BACKGROUND OF THE INVENTION

1. Field of the Invention
The present invention relates in general to the field of processor dynamic code optimization, and more particularly to a system and method for filtering instructions of a processor to manage dynamic code optimization.
2. Description of the Related Art
Integrated circuits process information by executing instruction workloads with circuits formed in a substrate. In order to enhance the speed at which information is processed, integrated circuits sometimes include performance tuning of instruction workloads. Conventional performance tuning profiles software code instructions that execute on an integrated circuit processor by identifying instructions that are performed most frequently, typically using time-based techniques. For example, instructions are identified by effective addresses that take most of the cycles of the processor. Similar techniques support profiling for “expensive events” that consume processor resources, such as cache misses, branch mispredicts, table misses, etc. . . . . Tuning profilers operate by programming a threshold for a hardware event caused by specially marked instructions and countdown. Once the counter overflows, the tuning profiler issues an interrupt so that an interrupt handler can read a register that contains the specially marked instruction's effective address. Tuning profilers accumulate many samples to build histograms of instruction addresses that suffer from the event most frequently in order to allow a focus on instructions that tend to be most delinquent.
Conventional tuning profiler techniques are adequate for static performance analysis, however, processor designs are moving towards dynamic environments where compilers and software stacks reoptimize code at runtime. The overhead of hardware data collection and processing presents an important consideration for dynamic environments. In order to make a dynamic environment practical, the overhead that supports the dynamic environment cannot consume more resources than are gained by the use of the dynamic environment.
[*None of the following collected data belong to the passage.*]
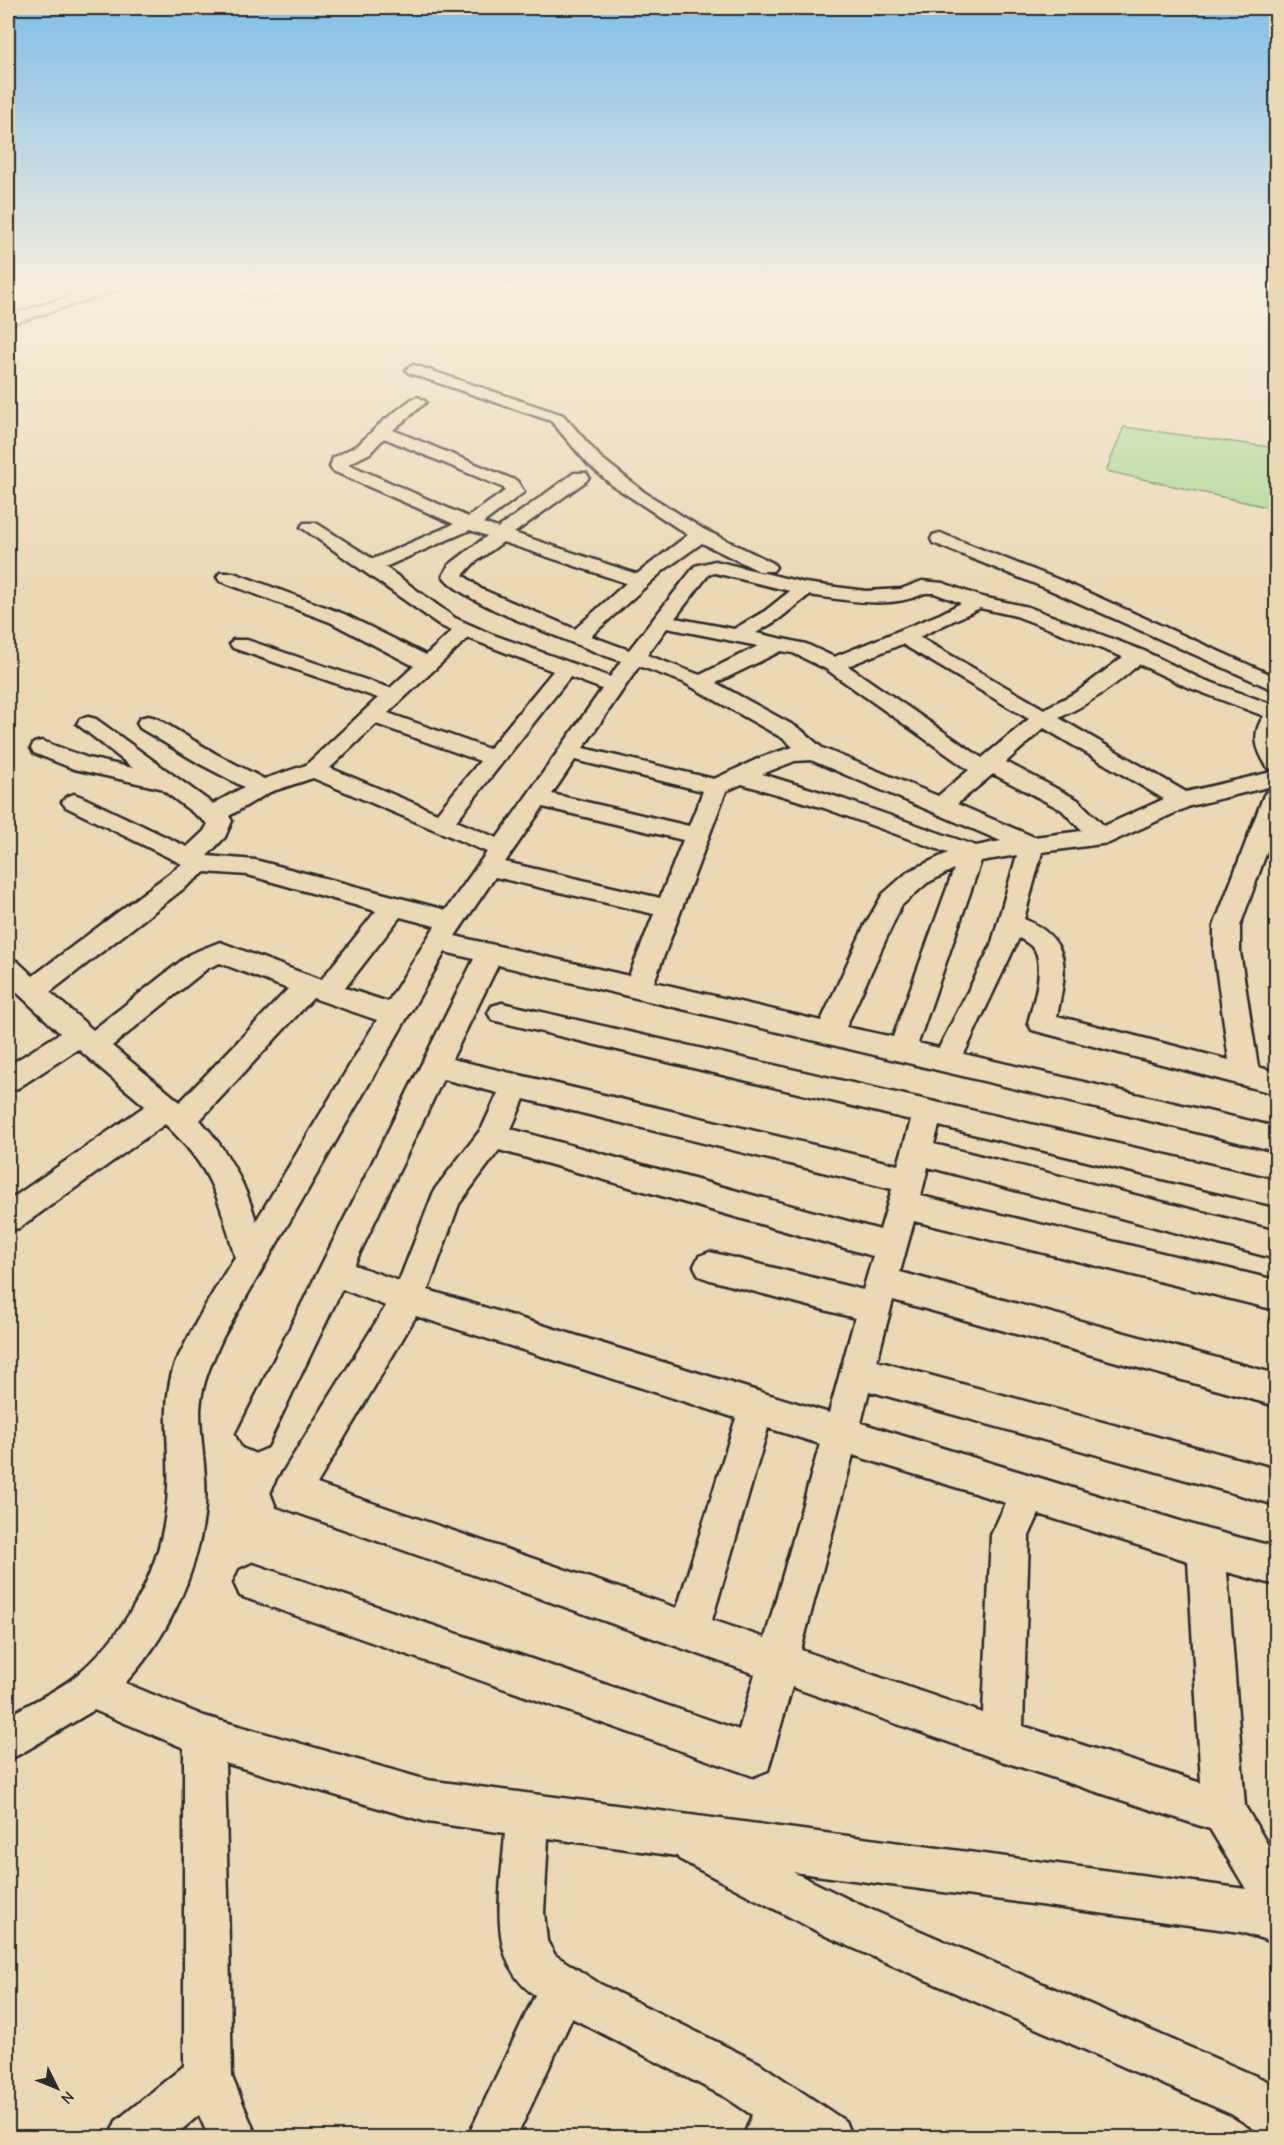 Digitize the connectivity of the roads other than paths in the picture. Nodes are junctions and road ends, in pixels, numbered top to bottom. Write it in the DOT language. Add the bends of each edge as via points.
graph roads {
  1 [pos="453,383"];
  2 [pos="418,402"];
  3 [pos="382,431"];
  4 [pos="580,477"];
  5 [pos="469,524"];
  6 [pos="310,527"];
  7 [pos="500,534"];
  8 [pos="702,534"];
  9 [pos="940,539"];
  10 [pos="372,566"];
  11 [pos="227,578"];
  12 [pos="639,581"];
  13 [pos="805,590"];
  14 [pos="832,594"];
  15 [pos="977,602"];
  16 [pos="662,621"];
  17 [pos="465,630"];
  18 [pos="737,636"];
  19 [pos="903,636"];
  20 [pos="578,637"];
  21 [pos="240,644"];
  22 [pos="778,644"];
  23 [pos="1137,655"];
  24 [pos="633,659"];
  25 [pos="833,664"];
  26 [pos="429,665"];
  27 [pos="566,668"];
  28 [pos="700,683"];
  29 [pos="1276,685"];
  30 [pos="614,686"];
  31 [pos="395,696"];
  32 [pos="1276,714"];
  33 [pos="374,717"];
  34 [pos="1043,718"];
  35 [pos="148,723"];
  36 [pos="88,724"];
  37 [pos="42,748"];
  38 [pos="569,752"];
  39 [pos="814,753"];
  40 [pos="494,758"];
  41 [pos="1276,763"];
  42 [pos="988,767"];
  43 [pos="314,770"];
  44 [pos="742,776"];
  45 [pos="1276,778"];
  46 [pos="172,784"];
  47 [pos="262,787"];
  48 [pos="717,788"];
  49 [pos="1276,795"];
  50 [pos="537,798"];
  51 [pos="1184,800"];
  52 [pos="74,802"];
  53 [pos="941,806"];
  54 [pos="214,814"];
  55 [pos="441,824"];
  56 [pos="698,836"];
  57 [pos="1100,837"];
  58 [pos="1032,844"];
  59 [pos="972,853"];
  60 [pos="495,858"];
  61 [pos="1266,858"];
  62 [pos="194,860"];
  63 [pos="394,906"];
  64 [pos="669,909"];
  65 [pos="1012,924"];
  66 [pos="445,931"];
  67 [pos="490,953"];
  68 [pos="8,968"];
  69 [pos="638,988"];
  70 [pos="317,989"];
  71 [pos="31,992"];
  72 [pos="502,1013"];
  73 [pos="394,1015"];
  74 [pos="829,1033"];
  75 [pos="86,1040"];
  76 [pos="902,1050"];
  77 [pos="947,1061"];
  78 [pos="435,1066"];
  79 [pos="1245,1074"];
  80 [pos="8,1080"];
  81 [pos="1276,1083"];
  82 [pos="516,1086"];
  83 [pos="928,1112"];
  84 [pos="173,1114"];
  85 [pos="493,1136"];
  86 [pos="1276,1139"];
  87 [pos="910,1179"];
  88 [pos="1276,1193"];
  89 [pos="8,1218"];
  90 [pos="1276,1245"];
  91 [pos="891,1247"];
  92 [pos="251,1258"];
  93 [pos="710,1266"];
  94 [pos="334,1272"];
  95 [pos="879,1295"];
  96 [pos="1276,1295"];
  97 [pos="408,1299"];
  98 [pos="858,1372"];
  99 [pos="1276,1390"];
  100 [pos="757,1408"];
  101 [pos="841,1433"];
  102 [pos="255,1434"];
  103 [pos="1276,1487"];
  104 [pos="1030,1492"];
  105 [pos="1206,1548"];
  106 [pos="1276,1566"];
  107 [pos="253,1583"];
  108 [pos="689,1631"];
  109 [pos="779,1663"];
  110 [pos="91,1689"];
  111 [pos="204,1736"];
  112 [pos="8,1739"];
  113 [pos="1002,1740"];
  114 [pos="1224,1812"];
  115 [pos="528,1814"];
  116 [pos="675,1834"];
  117 [pos="1265,1860"];
  118 [pos="1276,1905"];
  119 [pos="1276,1921"];
  120 [pos="563,1987"];
  121 [pos="208,2077"];
  122 [pos="1276,2115"];
  123 [pos="773,2121"];
  124 [pos="133,2138"];
  125 [pos="233,2138"];
  126 [pos="491,2138"];
  127 [pos="828,2138"];
  1 -- 8 [label="street" via="557,418 586,454 603,468"];
  2 -- 3 [label="street"];
  3 -- 5 [label="street" via="364,449 339,462 339,467"];
  3 -- 5 [label="street" via="515,489 508,499"];
  4 -- 7 [label="street"];
  5 -- 7 [label="street"];
  5 -- 10 [label="street"];
  6 -- 10 [label="street"];
  7 -- 12 [label="street"];
  7 -- 20 [label="street" via="456,569 453,576 474,593"];
  8 -- 12 [label="street"];
  8 -- 14 [label="street"];
  9 -- 29 [label="street" via="1055,585"];
  10 -- 17 [label="street" via="448,622"];
  11 -- 26 [label="street" via="337,618"];
  12 -- 20 [label="street"];
  13 -- 14 [label="street"];
  13 -- 16 [label="street" via="708,567 697,575"];
  13 -- 18 [label="street"];
  14 -- 15 [label="street" via="887,597 905,595 929,585"];
  15 -- 19 [label="street"];
  15 -- 23 [label="street" via="1021,611"];
  16 -- 18 [label="street"];
  16 -- 24 [label="street"];
  17 -- 26 [label="street"];
  17 -- 27 [label="street"];
  18 -- 22 [label="street"];
  19 -- 25 [label="street"];
  19 -- 34 [label="street"];
  20 -- 24 [label="street"];
  21 -- 31 [label="street"];
  22 -- 25 [label="street" via="799,648"];
  22 -- 28 [label="street"];
  23 -- 32 [label="street" via="1192,682"];
  23 -- 34 [label="street" via="1085,697"];
  24 -- 28 [label="street"];
  24 -- 30 [label="street"];
  25 -- 42 [label="street"];
  26 -- 31 [label="street"];
  27 -- 30 [label="street"];
  27 -- 40 [label="street"];
  28 -- 39 [label="street" via="792,734"];
  30 -- 38 [label="street"];
  31 -- 33 [label="street"];
  32 -- 41 [label="street" via="1265,734"];
  33 -- 40 [label="street"];
  33 -- 43 [label="street"];
  34 -- 42 [label="street"];
  34 -- 51 [label="street"];
  35 -- 47 [label="street"];
  36 -- 46 [label="street"];
  37 -- 46 [label="street" via="82,764"];
  38 -- 48 [label="street"];
  38 -- 50 [label="street"];
  39 -- 44 [label="street" via="792,754"];
  39 -- 53 [label="street"];
  40 -- 55 [label="street"];
  42 -- 53 [label="street"];
  42 -- 57 [label="street" via="1070,805"];
  43 -- 47 [label="street"];
  43 -- 55 [label="street"];
  44 -- 48 [label="street"];
  44 -- 59 [label="street"];
  45 -- 51 [label="street"];
  46 -- 54 [label="street"];
  47 -- 54 [label="street"];
  48 -- 56 [label="street"];
  49 -- 61 [label="street"];
  50 -- 56 [label="street"];
  50 -- 60 [label="street"];
  51 -- 57 [label="street"];
  52 -- 62 [label="street"];
  53 -- 58 [label="street"];
  54 -- 62 [label="street" via="220,827"];
  55 -- 60 [label="street"];
  56 -- 64 [label="street"];
  57 -- 58 [label="street"];
  58 -- 59 [label="street"];
  58 -- 65 [label="street"];
  59 -- 74 [label="street" via="924,874 893,898"];
  59 -- 76 [label="street"];
  60 -- 64 [label="street"];
  60 -- 66 [label="street"];
  61 -- 79 [label="street" via="1227,926 1227,952"];
  62 -- 63 [label="street" via="217,867 253,867"];
  62 -- 71 [label="street"];
  63 -- 66 [label="street"];
  63 -- 70 [label="street"];
  64 -- 69 [label="street"];
  65 -- 77 [label="street"];
  65 -- 79 [label="street" via="1042,941 1050,953 1042,1023"];
  66 -- 67 [label="street"];
  66 -- 73 [label="street"];
  67 -- 69 [label="street"];
  67 -- 78 [label="street"];
  68 -- 71 [label="street"];
  69 -- 74 [label="street"];
  70 -- 73 [label="street"];
  70 -- 75 [label="street" via="220,952 199,961"];
  70 -- 84 [label="street"];
  71 -- 75 [label="street"];
  72 -- 83 [label="street"];
  73 -- 92 [label="street"];
  74 -- 76 [label="street"];
  75 -- 80 [label="street"];
  75 -- 84 [label="street"];
  76 -- 77 [label="street"];
  77 -- 86 [label="street"];
  78 -- 82 [label="street"];
  78 -- 94 [label="street"];
  79 -- 81 [label="street"];
  82 -- 85 [label="street"];
  82 -- 87 [label="street"];
  83 -- 87 [label="street"];
  83 -- 88 [label="street"];
  84 -- 89 [label="street"];
  84 -- 92 [label="street" via="219,1167 234,1196"];
  85 -- 91 [label="street"];
  85 -- 97 [label="street" via="446,1198"];
  87 -- 90 [label="street"];
  87 -- 91 [label="street"];
  87 -- 96 [label="street"];
  91 -- 95 [label="street"];
  92 -- 110 [label="street" via="189,1372 183,1410 188,1464 186,1515 175,1560 157,1606 129,1650"];
  93 -- 95 [label="street"];
  94 -- 97 [label="street"];
  94 -- 102 [label="street"];
  95 -- 98 [label="street"];
  95 -- 99 [label="street"];
  97 -- 100 [label="street"];
  97 -- 108 [label="street" via="291,1493"];
  98 -- 101 [label="street"];
  98 -- 103 [label="street"];
  100 -- 101 [label="street"];
  100 -- 108 [label="street"];
  101 -- 104 [label="street"];
  101 -- 109 [label="street"];
  104 -- 105 [label="street"];
  104 -- 113 [label="street" via="1010,1535"];
  105 -- 106 [label="street"];
  105 -- 114 [label="street"];
  107 -- 109 [label="street" via="753,1755"];
  108 -- 109 [label="street"];
  109 -- 113 [label="street"];
  110 -- 111 [label="street"];
  110 -- 112 [label="street"];
  111 -- 115 [label="street" via="426,1801"];
  111 -- 121 [label="street"];
  113 -- 114 [label="street"];
  114 -- 117 [label="street"];
  115 -- 116 [label="street"];
  115 -- 120 [label="street" via="522,1912 525,1947 539,1971"];
  116 -- 119 [label="street" via="1241,1910"];
  116 -- 122 [label="street" via="842,1920 1248,2097"];
  117 -- 118 [label="street"];
  120 -- 123 [label="street" via="742,2080"];
  120 -- 126 [label="street"];
  121 -- 124 [label="street"];
  121 -- 125 [label="street"];
  123 -- 127 [label="street"];
}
Performance tuning in a dynamic environment consumes resources by attempting to track which hardware performs instructions as the environment is changed in an attempt to reoptimize code executing at the processor.
Dynamic optimization of code executing at a processor involves runtime profiling of code, gathering information from hardware, analyzing the information and optimizing the code on the fly. Dynamic profilers collect data and spend processor cycles processing the collected data to optimize the code. In order to make dynamic optimization worthwhile, the benefit of executing dynamically optimized code must outweigh the overhead costs of data collection and processing. One example is a dynamic code optimizer that identifies instructions that miss the L3 cache so that it can attempt to prefetch the data accessed by those instructions ahead of time. To accomplish this, a dynamic optimizer will instrument processor hardware to collect samples of instruction addresses that miss the L3 cache, with sampling of instructions used to reduce the overhead of gathering every L3 miss. The processor hardware issues an interrupt to deliver samples of L3 cache misses and the associated instruction effective address and data effective address for each miss to the dynamic optimizer. The dynamic optimizer builds a histogram of instruction addresses that suffer from the most L3 cache misses so that optimization focuses on these instructions. The histogram is analyzed for data access patterns of the instruction and loop heuristics to determine a way to prefetch data addresses ahead of load execution. Data processing and analysis for dynamic optimization can involve substantial overhead that quickly consumes resources saved by the dynamic optimization.

SUMMARY OF THE INVENTION

Therefore, a need has arisen for a system and method which improves the efficiency of resources used in a dynamic environment for performance tuning of workloads.
In accordance with the present invention, a system and method are provided which substantially reduce the disadvantages and problems associated with previous methods and systems for performance tuning of workloads at a processor. Instructions are filtered by filter criteria to identify instruction effective addresses associated with delinquent performance events. A filter table counts events for each effective address that meets the filter criteria until a threshold is met. Instruction effective addresses that meet the threshold are assigned performance tuning.
More specifically, a filter executes on a processor integrated circuit to monitor instructions executed at the processor for predetermined filter criteria. Instructions that meet the filter criteria are tracked by incrementing a counter associated with the effective address of the instruction in a filter table when the criteria are met and decrementing the counter when the instruction executes but does not meet the filter criteria. If the counter meets a threshold, the instruction associated with the effective address is assigned for performance tuning Examples of filter criteria include L3 cache misses, unpredictable branches, L1 cache misses and mispredicted branches. Low overhead of the filter makes filtering to identify effective addresses for performance tuning a cost effective technique for use with processor that have a dynamic optimization environment.
The present invention provides a number of important technical advantages. One example of an important technical advantage is that performance tuning operates efficiently with dynamic optimization so that overhead associated with performance tuning does not consume more resources than are made available by dynamic optimization. Filtering of events by filter criteria helps to identify instructions and effective addresses which provide the greatest efficiency gain by performance tuning. Filtering takes advantage of the typical profile for complex commercial workloads wherein a small number of instructions are responsible for a majority of delinquent performance events. Filtering to identify performance events in need of performance tuning before analyzing the performance events helps to ensure that resources consumed for performance tuning will have an efficient payback.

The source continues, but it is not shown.